В цене Жанетт не уступала окружающему миру потребителей красоты ни гроша… Но бесценность, подлинное достоинство красоты, приближающейся к произведению высокого искусства, бесценность красоте Жанетт уже не грозила.
Они помчались по каким-то буеракам, мимо полуживых деревень.
– Все-таки чем вы не угодили рэкету? Бывает хапнет бедняга, а унести не может… Вам нужен адвокат с железной хваткой? Так вот она – я! Про меня говорят – крокодил. Как вы считаете, не обидна красивой женщине такая профессиональная аттестация?
– Мне приятно ваше преувеличенное внимание к моей особе, но, думаю, правда, о случившемся со мной интересна скорее юмористу чем адвокату…
– Не прибедняйтесь. Врать вы не умеете, пока. Вас загнали в угол… Я вот подумала, если вы не хотите ехать ко мне, может быть спрятать вас у меня на даче? Эдика я куплю с потрохами… Он будет сторожить вас как пес на цепи. Зачем вам в Москву? Поверьте, я адвокат с интуицией. Не бойтесь, я мафию хорошо изучила, хотя дел с нею стараюсь не иметь. Из принципа! Я всегда защищала порядочных людей…
– Защищали? – подколол безвкусно Тимофей.
– Именно – защищала беззащитных! Но сколько можно. Бедность неистребима. Она засасывает. Общаясь с бедностью – чахнешь от безысходности. Вы знаете, – я устала… Я молода, все при мне, не потасканное, привлекательное… Разве я виновата, что мне тоже хочется пожить… По-человечески…
– Пора расширять клиентуру. – Зевнул, не лицемеря, Тимофей.
– Точно! Что я и делаю. Вы присмотритесь ко мне повнимательнее. Ведь мы отличная пара. Мы созданы друг для друга. Мои недостатки уравновешивают ваши достоинства. Я не кокетничаю.
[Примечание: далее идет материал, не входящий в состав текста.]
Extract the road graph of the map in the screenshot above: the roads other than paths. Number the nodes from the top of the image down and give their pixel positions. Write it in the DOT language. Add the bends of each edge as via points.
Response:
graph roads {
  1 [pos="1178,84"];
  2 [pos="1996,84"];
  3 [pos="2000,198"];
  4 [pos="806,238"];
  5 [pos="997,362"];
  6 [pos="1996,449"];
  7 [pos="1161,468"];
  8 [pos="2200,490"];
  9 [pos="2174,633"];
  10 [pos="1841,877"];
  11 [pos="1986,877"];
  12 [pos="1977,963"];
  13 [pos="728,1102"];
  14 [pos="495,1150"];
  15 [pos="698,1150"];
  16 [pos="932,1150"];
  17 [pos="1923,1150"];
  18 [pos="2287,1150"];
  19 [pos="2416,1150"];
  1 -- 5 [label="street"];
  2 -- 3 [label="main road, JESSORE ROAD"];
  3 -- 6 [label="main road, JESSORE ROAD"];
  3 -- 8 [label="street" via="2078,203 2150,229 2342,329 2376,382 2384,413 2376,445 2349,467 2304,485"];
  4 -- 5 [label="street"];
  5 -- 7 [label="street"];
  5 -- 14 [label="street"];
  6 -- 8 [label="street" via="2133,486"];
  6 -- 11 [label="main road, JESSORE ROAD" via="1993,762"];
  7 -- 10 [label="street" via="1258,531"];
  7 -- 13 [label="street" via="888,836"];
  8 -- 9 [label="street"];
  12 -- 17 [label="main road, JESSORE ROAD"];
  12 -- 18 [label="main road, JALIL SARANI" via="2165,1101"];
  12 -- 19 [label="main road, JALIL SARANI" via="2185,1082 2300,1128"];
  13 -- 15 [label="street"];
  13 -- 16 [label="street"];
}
– Вот теперь я понимаю как рисковал, напрашиваясь в вашу машину… Валя, даже Эдик – они не так опасны на деле… Как вы, дорогуша… Ведь вы специально последовали за Эдиком, чтобы принять участие в экспроприации моих шальных капиталов… Или их остатков… Простите. Я действительно по гроб жизни вам обязан. Я удвою вам гонорар, – устало произнес Тимофей. – За откровенность. Я и хочу вас, страшно хочу вас трахнуть – именно за откровенность. При все своей показной распущенности Вы мне кажетесь едва ли не чище моей жены! Но у Сусанны вы меня не отобьете… Кстати. – Тим замялся слегка. – Позвольте я добавлю вам пару тысяч? Поймите меня правильно – я увеличиваю ваш гонорар за честность в деловых отношениях.
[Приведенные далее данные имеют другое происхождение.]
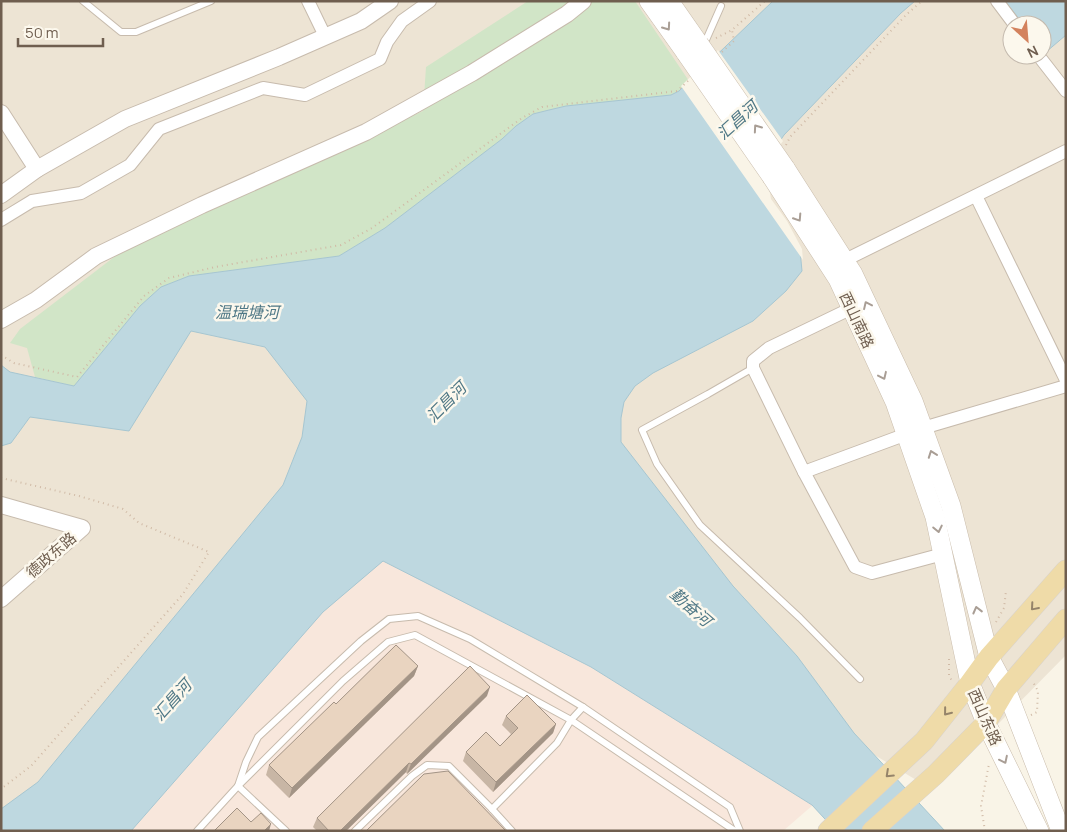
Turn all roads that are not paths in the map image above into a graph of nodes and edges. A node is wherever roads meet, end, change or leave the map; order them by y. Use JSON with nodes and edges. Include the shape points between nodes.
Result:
{"nodes":[{"id":1,"x":83,"y":1,"type":"edge"},
{"id":2,"x":212,"y":1,"type":"edge"},
{"id":3,"x":308,"y":1,"type":"edge"},
{"id":4,"x":390,"y":1,"type":"edge"},
{"id":5,"x":430,"y":1,"type":"edge"},
{"id":6,"x":583,"y":1,"type":"edge"},
{"id":7,"x":649,"y":1,"type":"edge"},
{"id":8,"x":669,"y":1,"type":"edge"},
{"id":9,"x":997,"y":1,"type":"edge"},
{"id":10,"x":721,"y":6,"type":"dead end"},
{"id":11,"x":1008,"y":15,"type":"edge"},
{"id":12,"x":325,"y":36,"type":"junction"},
{"id":13,"x":697,"y":46,"type":"junction"},
{"id":14,"x":1046,"y":65,"type":"edge"},
{"id":15,"x":1066,"y":91,"type":"edge"},
{"id":16,"x":1,"y":113,"type":"edge"},
{"id":17,"x":1066,"y":151,"type":"edge"},
{"id":18,"x":36,"y":169,"type":"junction"},
{"id":19,"x":1,"y":195,"type":"edge"},
{"id":20,"x":976,"y":196,"type":"junction"},
{"id":21,"x":1,"y":220,"type":"edge"},
{"id":22,"x":838,"y":264,"type":"junction"},
{"id":23,"x":852,"y":308,"type":"junction"},
{"id":24,"x":1,"y":320,"type":"edge"},
{"id":25,"x":753,"y":368,"type":"junction"},
{"id":26,"x":1066,"y":380,"type":"edge"},
{"id":27,"x":1066,"y":386,"type":"edge"},
{"id":28,"x":915,"y":431,"type":"junction"},
{"id":29,"x":804,"y":472,"type":"junction"},
{"id":30,"x":1,"y":504,"type":"edge"},
{"id":31,"x":943,"y":554,"type":"junction"},
{"id":32,"x":1066,"y":570,"type":"edge"},
{"id":33,"x":1,"y":599,"type":"edge"},
{"id":34,"x":1066,"y":619,"type":"edge"},
{"id":35,"x":989,"y":657,"type":"junction"},
{"id":36,"x":860,"y":679,"type":"dead end"},
{"id":37,"x":970,"y":683,"type":"junction"},
{"id":38,"x":1006,"y":689,"type":"junction"},
{"id":39,"x":583,"y":707,"type":"junction"},
{"id":40,"x":571,"y":720,"type":"junction"},
{"id":41,"x":986,"y":723,"type":"junction"},
{"id":42,"x":238,"y":786,"type":"junction"},
{"id":43,"x":492,"y":809,"type":"junction"},
{"id":44,"x":197,"y":831,"type":"edge"},
{"id":45,"x":286,"y":831,"type":"edge"},
{"id":46,"x":355,"y":831,"type":"edge"},
{"id":47,"x":512,"y":831,"type":"edge"},
{"id":48,"x":735,"y":831,"type":"edge"},
{"id":49,"x":740,"y":831,"type":"edge"},
{"id":50,"x":828,"y":831,"type":"edge"},
{"id":51,"x":872,"y":831,"type":"edge"},
{"id":52,"x":1038,"y":831,"type":"edge"},
{"id":53,"x":1061,"y":831,"type":"edge"}],
"edges":[{"from":1,"to":2,"type":"lane","via":[[121,32],[136,32]]},
{"from":3,"to":12,"type":"street"},
{"from":4,"to":12,"type":"street","via":[[361,21]]},
{"from":5,"to":21,"type":"street","via":[[402,21],[380,59],[305,94],[263,88],[159,129],[130,165],[81,193],[32,201]]},
{"from":6,"to":24,"type":"street","via":[[472,73],[366,132],[96,256],[36,300]]},
{"from":7,"to":13,"type":"main road","name":"西山南路","one_way":true},
{"from":8,"to":13,"type":"main road","name":"西山南路"},
{"from":9,"to":11,"type":"street"},
{"from":10,"to":13,"type":"lane"},
{"from":12,"to":18,"type":"street","via":[[125,119]]},
{"from":13,"to":22,"type":"main road","name":"西山南路","bridge":true},
{"from":14,"to":15,"type":"street"},
{"from":16,"to":18,"type":"street"},
{"from":17,"to":20,"type":"street"},
{"from":18,"to":19,"type":"street"},
{"from":20,"to":22,"type":"street"},
{"from":20,"to":26,"type":"street"},
{"from":22,"to":23,"type":"main road","name":"西山南路","via":[[838,279]]},
{"from":28,"to":22,"type":"main road","name":"西山南路","one_way":true,"via":[[913,402],[853,274]]},
{"from":23,"to":25,"type":"street","via":[[769,348],[753,361]]},
{"from":23,"to":28,"type":"main road","name":"西山南路","one_way":true,"via":[[895,402]]},
{"from":25,"to":29,"type":"street"},
{"from":25,"to":36,"type":"lane","via":[[642,430],[657,464],[700,525]]},
{"from":27,"to":28,"type":"street"},
{"from":28,"to":29,"type":"street"},
{"from":28,"to":31,"type":"main road","name":"西山南路","one_way":true},
{"from":35,"to":28,"type":"main road","name":"西山南路","one_way":true,"via":[[951,506]]},
{"from":29,"to":31,"type":"street","via":[[855,567],[872,573]]},
{"from":30,"to":33,"type":"street","name":"德政东路","via":[[82,528]]},
{"from":31,"to":37,"type":"main road","name":"西山南路"},
{"from":32,"to":35,"type":"main road","name":"西山东路","one_way":true},
{"from":34,"to":38,"type":"main road","name":"西山东路"},
{"from":35,"to":37,"type":"main road","name":"西山东路"},
{"from":35,"to":38,"type":"main road","name":"西山南路"},
{"from":37,"to":41,"type":"main road","name":"西山东路"},
{"from":37,"to":50,"type":"main road","one_way":true,"via":[[924,741]]},
{"from":38,"to":41,"type":"main road"},
{"from":38,"to":53,"type":"main road","name":"西山东路"},
{"from":39,"to":40,"type":"lane"},
{"from":39,"to":42,"type":"lane","via":[[470,639],[418,616],[389,619],[258,737]]},
{"from":39,"to":49,"type":"lane","via":[[730,806]]},
{"from":40,"to":42,"type":"lane","via":[[416,635],[388,642],[343,681]]},
{"from":40,"to":43,"type":"lane","via":[[557,743]]},
{"from":40,"to":48,"type":"lane"},
{"from":41,"to":51,"type":"main road","via":[[936,774]]},
{"from":41,"to":52,"type":"main road","name":"西山东路","one_way":true},
{"from":42,"to":44,"type":"lane"},
{"from":42,"to":45,"type":"lane"},
{"from":43,"to":46,"type":"lane","via":[[449,766],[427,765]]},
{"from":43,"to":47,"type":"lane"}]}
– О! Какой же вы неуклюжий идиот! Если вы умный человек вы поймете меня. Я умею не только тратить деньги любовника… А насчет вашей Сусанночки… это мы еще посмотрим.
Когда они выскочили на хорошо наезженный грейдер, Жанетт толкнула Тимофея плечом.
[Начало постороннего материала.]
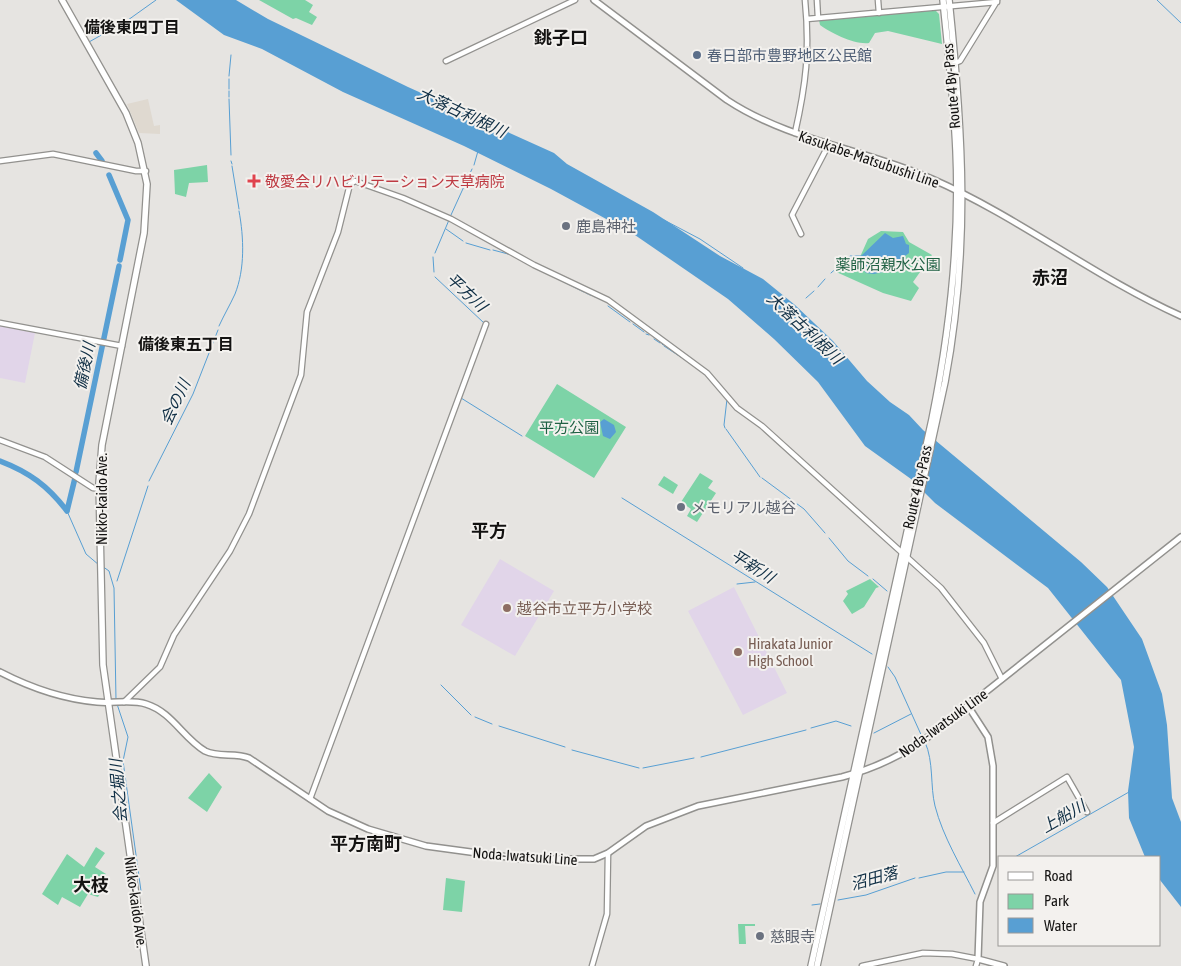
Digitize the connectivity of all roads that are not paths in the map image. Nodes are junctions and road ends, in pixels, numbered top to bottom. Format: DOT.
graph roads {
  1 [pos="62,0"];
  2 [pos="575,0"];
  3 [pos="594,0"];
  4 [pos="805,0"];
  5 [pos="817,0"];
  6 [pos="878,0"];
  7 [pos="997,1"];
  8 [pos="946,3"];
  9 [pos="879,13"];
  10 [pos="818,18"];
  11 [pos="807,19"];
  12 [pos="446,61"];
  13 [pos="955,63"];
  14 [pos="795,133"];
  15 [pos="829,144"];
  16 [pos="0,161"];
  17 [pos="146,171"];
  18 [pos="957,191"];
  19 [pos="963,194"];
  20 [pos="801,234"];
  21 [pos="1181,316"];
  22 [pos="0,323"];
  23 [pos="486,324"];
  24 [pos="122,346"];
  25 [pos="934,421"];
  26 [pos="0,440"];
  27 [pos="100,489"];
  28 [pos="1181,537"];
  29 [pos="905,554"];
  30 [pos="0,672"];
  31 [pos="1002,679"];
  32 [pos="120,702"];
  33 [pos="108,703"];
  34 [pos="968,706"];
  35 [pos="856,773"];
  36 [pos="310,799"];
  37 [pos="1087,812"];
  38 [pos="993,823"];
  39 [pos="608,853"];
  40 [pos="978,958"];
  41 [pos="146,966"];
  42 [pos="592,966"];
  43 [pos="811,966"];
  44 [pos="817,966"];
  45 [pos="862,966"];
  46 [pos="976,966"];
  47 [pos="1004,966"];
  1 -- 17 [label="highway, Nikko-kaido Ave."];
  2 -- 12 [label="street"];
  3 -- 14 [label="main road, Kasukabe-Matsubushi Line"];
  4 -- 11 [label="street"];
  5 -- 10 [label="street"];
  6 -- 9 [label="street"];
  7 -- 8 [label="street"];
  7 -- 13 [label="street"];
  8 -- 9 [label="street"];
  8 -- 13 [label="highway, Route 4 By-Pass"];
  8 -- 18 [label="highway, Route 4 By-Pass"];
  9 -- 10 [label="street"];
  10 -- 11 [label="street"];
  11 -- 14 [label="street"];
  13 -- 19 [label="highway, Route 4 By-Pass"];
  14 -- 15 [label="main road, Kasukabe-Matsubushi Line"];
  15 -- 18 [label="main road, Kasukabe-Matsubushi Line"];
  15 -- 20 [label="street"];
  16 -- 17 [label="street"];
  17 -- 24 [label="highway, Nikko-kaido Ave."];
  18 -- 19 [label="main road, Kasukabe-Matsubushi Line"];
  18 -- 25 [label="highway, Route 4 By-Pass"];
  19 -- 21 [label="main road, Kasukabe-Matsubushi Line"];
  19 -- 25 [label="highway, Route 4 By-Pass"];
  22 -- 24 [label="street"];
  23 -- 36 [label="street"];
  24 -- 27 [label="highway, Nikko-kaido Ave."];
  25 -- 29 [label="highway, Route 4 By-Pass"];
  26 -- 27 [label="street"];
  27 -- 33 [label="highway, Nikko-kaido Ave."];
  28 -- 31 [label="main road, Noda-Iwatsuki Line"];
  29 -- 31 [label="street"];
  29 -- 32 [label="street"];
  29 -- 35 [label="highway, Route 4 By-Pass"];
  30 -- 33 [label="main road, Noda-Iwatsuki Line"];
  31 -- 34 [label="main road, Noda-Iwatsuki Line"];
  32 -- 33 [label="main road, Noda-Iwatsuki Line"];
  32 -- 36 [label="main road, Noda-Iwatsuki Line"];
  33 -- 41 [label="highway, Nikko-kaido Ave."];
  34 -- 35 [label="main road, Noda-Iwatsuki Line"];
  34 -- 38 [label="main road"];
  35 -- 39 [label="main road, Noda-Iwatsuki Line"];
  35 -- 43 [label="highway, Route 4 By-Pass"];
  35 -- 44 [label="highway, Route 4 By-Pass"];
  36 -- 39 [label="main road, Noda-Iwatsuki Line"];
  37 -- 38 [label="street"];
  38 -- 40 [label="main road"];
  39 -- 42 [label="street"];
  40 -- 45 [label="street"];
  40 -- 46 [label="street"];
  40 -- 47 [label="main road"];
}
– Я же сказала вам – прорвемся!.. На меня можно положиться не только как на партнера по сексу или по делу. На меня можно опереться мужчине как на верную женщину. Вы знаете, я воспитывалась в детдоме. Я сама сделала себя. И добилась всего – одна, сама. Ведь вы не скажете, что я озлобилась на весь белый свет? Если я хочу пожить, наконец, с комфортом, это еще не значит, что я стала дрянью. Если бы я не уважала себя, что бы осталось от моей красоты… Прорвемся! А добавку к моему гонорару, из жалости добавку, я не возьму… Из Принципа… О, да вы засыпаете… Эк вас развезло от деревенской экзотики…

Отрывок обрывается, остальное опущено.